# [Problem statement]
For the listing that follows, report how many lines contain the word "solid", giving the number and no other text.

--

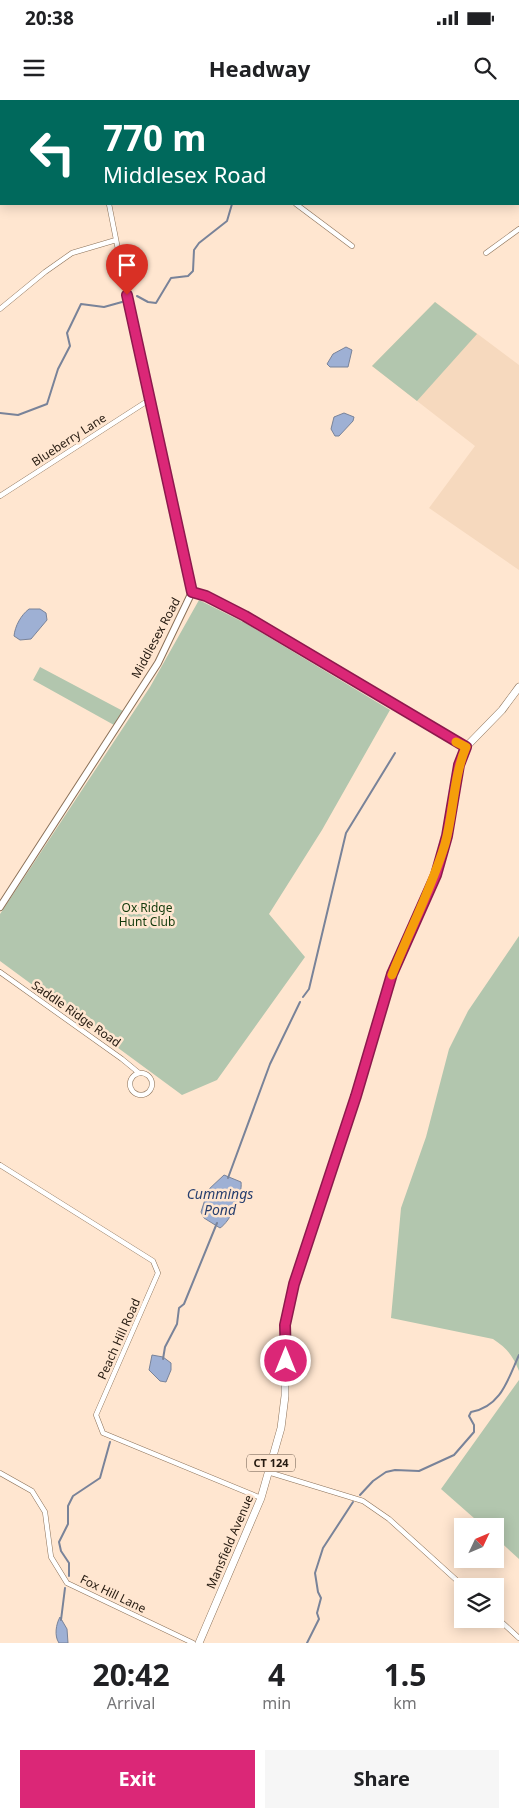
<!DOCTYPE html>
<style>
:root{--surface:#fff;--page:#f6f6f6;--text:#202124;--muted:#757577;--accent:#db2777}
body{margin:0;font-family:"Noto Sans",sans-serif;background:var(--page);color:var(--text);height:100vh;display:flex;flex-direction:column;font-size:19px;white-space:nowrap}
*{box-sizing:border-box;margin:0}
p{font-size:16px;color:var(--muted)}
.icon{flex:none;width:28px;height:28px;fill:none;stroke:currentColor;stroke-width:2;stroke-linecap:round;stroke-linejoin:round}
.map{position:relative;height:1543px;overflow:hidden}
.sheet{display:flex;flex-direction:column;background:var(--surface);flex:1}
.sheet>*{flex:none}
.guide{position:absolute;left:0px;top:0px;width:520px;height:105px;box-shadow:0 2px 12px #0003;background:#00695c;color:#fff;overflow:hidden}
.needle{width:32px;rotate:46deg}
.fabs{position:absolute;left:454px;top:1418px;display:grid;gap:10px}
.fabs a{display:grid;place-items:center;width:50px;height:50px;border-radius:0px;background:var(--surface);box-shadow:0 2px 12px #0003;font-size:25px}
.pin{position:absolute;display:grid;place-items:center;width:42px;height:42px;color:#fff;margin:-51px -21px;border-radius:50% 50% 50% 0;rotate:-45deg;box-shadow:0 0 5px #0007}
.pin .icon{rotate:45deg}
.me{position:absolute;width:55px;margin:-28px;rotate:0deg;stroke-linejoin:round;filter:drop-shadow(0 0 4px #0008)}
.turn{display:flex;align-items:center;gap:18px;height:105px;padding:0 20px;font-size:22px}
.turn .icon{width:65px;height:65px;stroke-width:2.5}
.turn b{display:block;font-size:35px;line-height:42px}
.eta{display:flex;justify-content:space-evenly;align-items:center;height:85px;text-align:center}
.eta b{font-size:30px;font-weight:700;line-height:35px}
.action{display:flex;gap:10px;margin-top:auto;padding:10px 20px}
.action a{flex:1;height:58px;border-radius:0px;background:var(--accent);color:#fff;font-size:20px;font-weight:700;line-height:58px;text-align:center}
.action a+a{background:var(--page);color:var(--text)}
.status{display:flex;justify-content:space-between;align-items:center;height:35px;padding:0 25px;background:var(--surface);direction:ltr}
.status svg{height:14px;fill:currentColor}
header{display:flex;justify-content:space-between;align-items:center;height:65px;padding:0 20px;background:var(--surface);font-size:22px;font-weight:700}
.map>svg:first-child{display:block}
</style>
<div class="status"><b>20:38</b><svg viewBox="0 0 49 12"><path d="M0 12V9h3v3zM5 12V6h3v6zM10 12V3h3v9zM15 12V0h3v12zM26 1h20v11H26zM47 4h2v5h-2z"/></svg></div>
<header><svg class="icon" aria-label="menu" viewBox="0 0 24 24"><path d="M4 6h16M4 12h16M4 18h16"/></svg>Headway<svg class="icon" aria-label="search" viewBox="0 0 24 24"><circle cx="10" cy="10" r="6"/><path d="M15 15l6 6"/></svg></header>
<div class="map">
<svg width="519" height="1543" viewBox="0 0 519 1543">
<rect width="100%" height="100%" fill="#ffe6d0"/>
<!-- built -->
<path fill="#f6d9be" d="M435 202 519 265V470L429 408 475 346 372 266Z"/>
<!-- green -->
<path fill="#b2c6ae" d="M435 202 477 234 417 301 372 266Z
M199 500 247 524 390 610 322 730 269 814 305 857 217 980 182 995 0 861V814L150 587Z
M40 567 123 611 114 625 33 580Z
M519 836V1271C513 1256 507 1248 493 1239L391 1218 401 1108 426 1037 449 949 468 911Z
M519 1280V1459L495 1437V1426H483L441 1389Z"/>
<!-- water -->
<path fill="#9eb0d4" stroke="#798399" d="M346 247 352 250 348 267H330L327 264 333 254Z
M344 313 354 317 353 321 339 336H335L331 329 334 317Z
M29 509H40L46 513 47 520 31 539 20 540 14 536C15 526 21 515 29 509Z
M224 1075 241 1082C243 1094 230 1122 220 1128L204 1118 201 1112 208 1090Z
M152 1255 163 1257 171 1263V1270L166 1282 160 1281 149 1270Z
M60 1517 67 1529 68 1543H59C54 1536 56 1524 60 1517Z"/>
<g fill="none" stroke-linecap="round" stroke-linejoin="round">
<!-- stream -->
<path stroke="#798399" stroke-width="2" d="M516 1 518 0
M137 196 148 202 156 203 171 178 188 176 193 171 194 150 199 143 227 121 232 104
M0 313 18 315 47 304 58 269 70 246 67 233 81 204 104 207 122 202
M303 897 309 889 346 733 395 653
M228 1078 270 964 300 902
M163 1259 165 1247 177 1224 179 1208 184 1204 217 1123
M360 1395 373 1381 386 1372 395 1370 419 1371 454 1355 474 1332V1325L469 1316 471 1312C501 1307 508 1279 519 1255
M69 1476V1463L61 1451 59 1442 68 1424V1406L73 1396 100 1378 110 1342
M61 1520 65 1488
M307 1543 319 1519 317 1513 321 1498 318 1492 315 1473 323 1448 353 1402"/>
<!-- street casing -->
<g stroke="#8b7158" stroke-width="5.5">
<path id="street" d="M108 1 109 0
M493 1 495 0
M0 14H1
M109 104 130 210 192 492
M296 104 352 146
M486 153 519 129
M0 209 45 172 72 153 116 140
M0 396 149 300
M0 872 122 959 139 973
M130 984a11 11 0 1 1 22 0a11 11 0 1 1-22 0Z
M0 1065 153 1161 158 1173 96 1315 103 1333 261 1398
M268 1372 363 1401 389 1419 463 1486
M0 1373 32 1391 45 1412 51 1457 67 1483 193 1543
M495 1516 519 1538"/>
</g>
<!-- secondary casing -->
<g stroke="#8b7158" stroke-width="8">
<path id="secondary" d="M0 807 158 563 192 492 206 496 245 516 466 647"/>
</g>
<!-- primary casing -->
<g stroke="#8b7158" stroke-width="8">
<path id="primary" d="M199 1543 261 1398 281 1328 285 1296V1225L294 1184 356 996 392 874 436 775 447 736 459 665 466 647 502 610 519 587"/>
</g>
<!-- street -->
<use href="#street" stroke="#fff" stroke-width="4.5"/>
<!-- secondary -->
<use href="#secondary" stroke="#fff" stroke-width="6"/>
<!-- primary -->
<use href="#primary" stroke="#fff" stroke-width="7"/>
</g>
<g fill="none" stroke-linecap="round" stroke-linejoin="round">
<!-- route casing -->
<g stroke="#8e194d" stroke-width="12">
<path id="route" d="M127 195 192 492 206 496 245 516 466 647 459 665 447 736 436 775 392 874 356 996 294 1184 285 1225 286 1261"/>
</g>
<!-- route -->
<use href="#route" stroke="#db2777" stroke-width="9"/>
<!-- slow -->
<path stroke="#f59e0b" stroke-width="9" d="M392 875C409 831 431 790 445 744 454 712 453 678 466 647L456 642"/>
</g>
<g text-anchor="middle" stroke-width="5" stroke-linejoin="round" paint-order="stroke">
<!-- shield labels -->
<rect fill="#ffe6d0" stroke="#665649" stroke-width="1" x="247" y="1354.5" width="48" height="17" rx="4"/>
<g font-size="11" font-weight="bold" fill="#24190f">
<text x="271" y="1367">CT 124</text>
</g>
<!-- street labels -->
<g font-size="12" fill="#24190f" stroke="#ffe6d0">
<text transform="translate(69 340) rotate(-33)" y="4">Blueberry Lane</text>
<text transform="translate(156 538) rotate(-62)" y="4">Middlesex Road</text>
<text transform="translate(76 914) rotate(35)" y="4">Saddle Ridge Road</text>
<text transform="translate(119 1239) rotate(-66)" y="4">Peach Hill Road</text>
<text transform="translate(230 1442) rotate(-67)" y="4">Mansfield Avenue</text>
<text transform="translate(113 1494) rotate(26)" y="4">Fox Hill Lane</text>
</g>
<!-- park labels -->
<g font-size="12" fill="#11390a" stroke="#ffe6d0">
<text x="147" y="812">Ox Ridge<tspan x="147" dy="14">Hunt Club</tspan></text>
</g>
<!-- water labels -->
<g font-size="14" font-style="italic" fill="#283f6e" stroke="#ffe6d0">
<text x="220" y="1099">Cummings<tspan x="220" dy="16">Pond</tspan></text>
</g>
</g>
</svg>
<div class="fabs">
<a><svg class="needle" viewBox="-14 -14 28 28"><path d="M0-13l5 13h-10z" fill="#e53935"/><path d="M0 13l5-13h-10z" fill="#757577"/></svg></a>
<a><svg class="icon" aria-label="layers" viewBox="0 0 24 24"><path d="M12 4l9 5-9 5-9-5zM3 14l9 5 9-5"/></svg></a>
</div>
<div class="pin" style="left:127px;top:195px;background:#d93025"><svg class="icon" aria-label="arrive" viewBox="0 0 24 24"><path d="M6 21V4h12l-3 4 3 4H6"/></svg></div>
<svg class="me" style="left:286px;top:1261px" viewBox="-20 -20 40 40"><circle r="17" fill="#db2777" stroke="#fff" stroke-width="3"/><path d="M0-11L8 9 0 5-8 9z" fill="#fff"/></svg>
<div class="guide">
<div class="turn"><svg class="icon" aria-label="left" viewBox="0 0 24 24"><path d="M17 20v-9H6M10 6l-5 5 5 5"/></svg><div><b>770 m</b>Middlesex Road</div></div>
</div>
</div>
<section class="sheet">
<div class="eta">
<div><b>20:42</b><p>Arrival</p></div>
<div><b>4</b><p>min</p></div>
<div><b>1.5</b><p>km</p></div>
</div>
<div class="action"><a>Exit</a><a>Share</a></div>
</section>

--

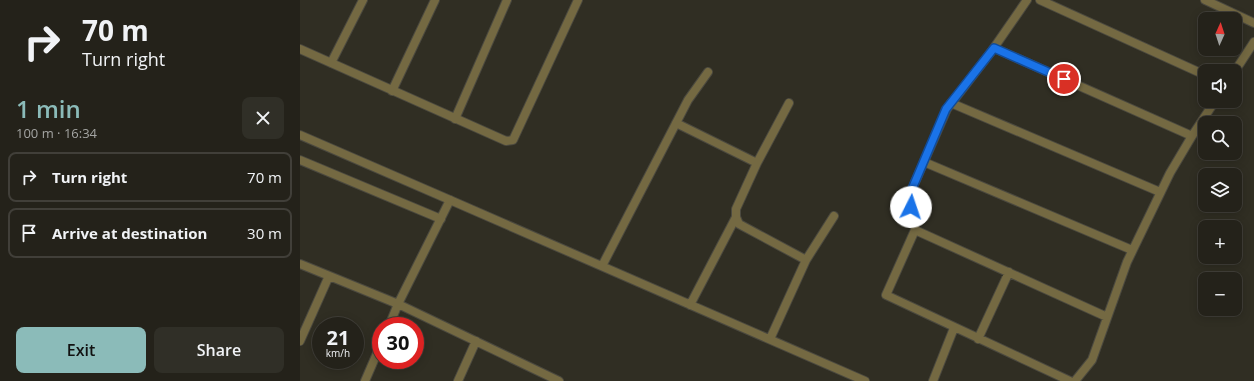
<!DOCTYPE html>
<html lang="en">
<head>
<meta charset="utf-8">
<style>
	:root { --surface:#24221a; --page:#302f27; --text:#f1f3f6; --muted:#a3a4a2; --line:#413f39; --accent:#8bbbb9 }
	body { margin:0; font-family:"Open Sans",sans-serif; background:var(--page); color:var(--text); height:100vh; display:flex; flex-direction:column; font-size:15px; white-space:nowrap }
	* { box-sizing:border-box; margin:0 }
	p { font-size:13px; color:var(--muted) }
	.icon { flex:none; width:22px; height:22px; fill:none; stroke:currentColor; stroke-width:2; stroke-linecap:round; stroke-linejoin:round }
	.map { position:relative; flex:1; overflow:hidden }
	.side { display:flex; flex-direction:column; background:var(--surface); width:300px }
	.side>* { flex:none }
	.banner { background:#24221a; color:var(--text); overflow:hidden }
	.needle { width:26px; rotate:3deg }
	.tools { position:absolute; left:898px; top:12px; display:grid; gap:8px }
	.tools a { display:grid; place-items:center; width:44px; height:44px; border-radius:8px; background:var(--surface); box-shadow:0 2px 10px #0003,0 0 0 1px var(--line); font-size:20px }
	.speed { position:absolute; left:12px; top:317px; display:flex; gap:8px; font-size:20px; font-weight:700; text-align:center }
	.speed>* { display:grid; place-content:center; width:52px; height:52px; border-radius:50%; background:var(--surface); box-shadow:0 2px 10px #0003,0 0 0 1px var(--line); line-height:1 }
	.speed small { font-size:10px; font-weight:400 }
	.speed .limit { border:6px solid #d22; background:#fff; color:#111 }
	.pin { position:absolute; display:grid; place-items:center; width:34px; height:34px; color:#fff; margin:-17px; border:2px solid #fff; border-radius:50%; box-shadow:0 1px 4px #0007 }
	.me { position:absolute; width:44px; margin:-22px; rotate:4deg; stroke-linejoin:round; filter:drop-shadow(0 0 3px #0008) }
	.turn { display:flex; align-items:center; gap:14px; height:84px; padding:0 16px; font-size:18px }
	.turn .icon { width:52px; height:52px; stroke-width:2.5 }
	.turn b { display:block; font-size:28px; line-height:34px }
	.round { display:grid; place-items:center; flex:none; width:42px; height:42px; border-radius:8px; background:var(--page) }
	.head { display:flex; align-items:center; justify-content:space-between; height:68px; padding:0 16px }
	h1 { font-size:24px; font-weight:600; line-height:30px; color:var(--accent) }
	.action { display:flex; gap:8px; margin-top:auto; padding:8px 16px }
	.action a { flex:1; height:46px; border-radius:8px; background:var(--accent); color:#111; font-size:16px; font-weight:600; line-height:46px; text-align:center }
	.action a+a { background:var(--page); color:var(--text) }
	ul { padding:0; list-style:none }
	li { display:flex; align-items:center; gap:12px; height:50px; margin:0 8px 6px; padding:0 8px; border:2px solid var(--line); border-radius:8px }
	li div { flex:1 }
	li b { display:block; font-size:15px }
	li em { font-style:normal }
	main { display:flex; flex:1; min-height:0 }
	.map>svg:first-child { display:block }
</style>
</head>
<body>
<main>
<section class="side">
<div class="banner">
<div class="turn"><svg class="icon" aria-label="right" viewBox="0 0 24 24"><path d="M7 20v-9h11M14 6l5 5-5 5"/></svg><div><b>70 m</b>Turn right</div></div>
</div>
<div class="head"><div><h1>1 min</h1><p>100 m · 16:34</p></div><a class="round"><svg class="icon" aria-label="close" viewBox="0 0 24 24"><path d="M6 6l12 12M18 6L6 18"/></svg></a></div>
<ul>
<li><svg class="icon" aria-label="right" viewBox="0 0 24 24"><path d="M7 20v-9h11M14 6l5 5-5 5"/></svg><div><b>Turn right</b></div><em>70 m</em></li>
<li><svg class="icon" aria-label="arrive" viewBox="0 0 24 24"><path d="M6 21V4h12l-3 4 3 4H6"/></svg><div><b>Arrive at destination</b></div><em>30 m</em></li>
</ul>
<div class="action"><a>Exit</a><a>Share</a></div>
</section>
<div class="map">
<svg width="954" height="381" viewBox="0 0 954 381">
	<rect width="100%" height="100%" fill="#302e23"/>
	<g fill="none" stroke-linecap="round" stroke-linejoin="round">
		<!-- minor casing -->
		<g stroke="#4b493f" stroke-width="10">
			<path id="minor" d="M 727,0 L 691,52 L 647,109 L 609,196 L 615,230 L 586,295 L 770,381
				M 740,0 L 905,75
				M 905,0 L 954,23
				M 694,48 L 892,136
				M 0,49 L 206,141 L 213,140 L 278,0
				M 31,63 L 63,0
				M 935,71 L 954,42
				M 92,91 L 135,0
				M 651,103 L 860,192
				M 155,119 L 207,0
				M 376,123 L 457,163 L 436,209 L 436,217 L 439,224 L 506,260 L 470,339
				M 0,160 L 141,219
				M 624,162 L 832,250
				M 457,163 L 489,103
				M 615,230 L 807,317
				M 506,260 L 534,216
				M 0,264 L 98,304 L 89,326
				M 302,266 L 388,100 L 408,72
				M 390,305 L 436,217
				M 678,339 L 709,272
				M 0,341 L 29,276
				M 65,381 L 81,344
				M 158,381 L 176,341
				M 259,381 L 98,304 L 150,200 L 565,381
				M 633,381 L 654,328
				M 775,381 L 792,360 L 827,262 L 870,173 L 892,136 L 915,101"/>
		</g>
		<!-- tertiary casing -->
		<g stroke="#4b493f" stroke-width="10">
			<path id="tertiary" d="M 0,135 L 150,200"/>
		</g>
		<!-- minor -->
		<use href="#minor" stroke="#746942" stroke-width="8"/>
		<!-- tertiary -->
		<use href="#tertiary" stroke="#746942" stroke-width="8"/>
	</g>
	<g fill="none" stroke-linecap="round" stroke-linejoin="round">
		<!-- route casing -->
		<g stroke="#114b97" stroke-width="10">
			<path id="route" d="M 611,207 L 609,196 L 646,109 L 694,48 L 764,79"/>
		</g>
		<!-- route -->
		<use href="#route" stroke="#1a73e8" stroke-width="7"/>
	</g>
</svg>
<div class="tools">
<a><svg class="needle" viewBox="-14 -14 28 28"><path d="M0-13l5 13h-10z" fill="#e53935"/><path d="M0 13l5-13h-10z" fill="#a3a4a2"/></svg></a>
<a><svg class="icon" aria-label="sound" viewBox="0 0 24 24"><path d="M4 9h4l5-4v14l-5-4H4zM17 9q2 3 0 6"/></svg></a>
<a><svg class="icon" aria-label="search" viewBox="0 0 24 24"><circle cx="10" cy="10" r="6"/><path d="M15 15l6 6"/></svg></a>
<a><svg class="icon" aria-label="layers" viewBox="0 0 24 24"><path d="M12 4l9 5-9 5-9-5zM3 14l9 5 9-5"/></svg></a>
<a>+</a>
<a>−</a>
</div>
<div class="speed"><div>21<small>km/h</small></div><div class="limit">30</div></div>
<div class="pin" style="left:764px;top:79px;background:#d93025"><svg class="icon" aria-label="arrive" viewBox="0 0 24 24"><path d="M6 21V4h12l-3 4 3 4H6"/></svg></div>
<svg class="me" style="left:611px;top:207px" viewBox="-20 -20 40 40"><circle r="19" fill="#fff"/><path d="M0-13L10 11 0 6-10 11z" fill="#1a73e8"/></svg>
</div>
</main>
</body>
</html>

--

# [Exercise output]
3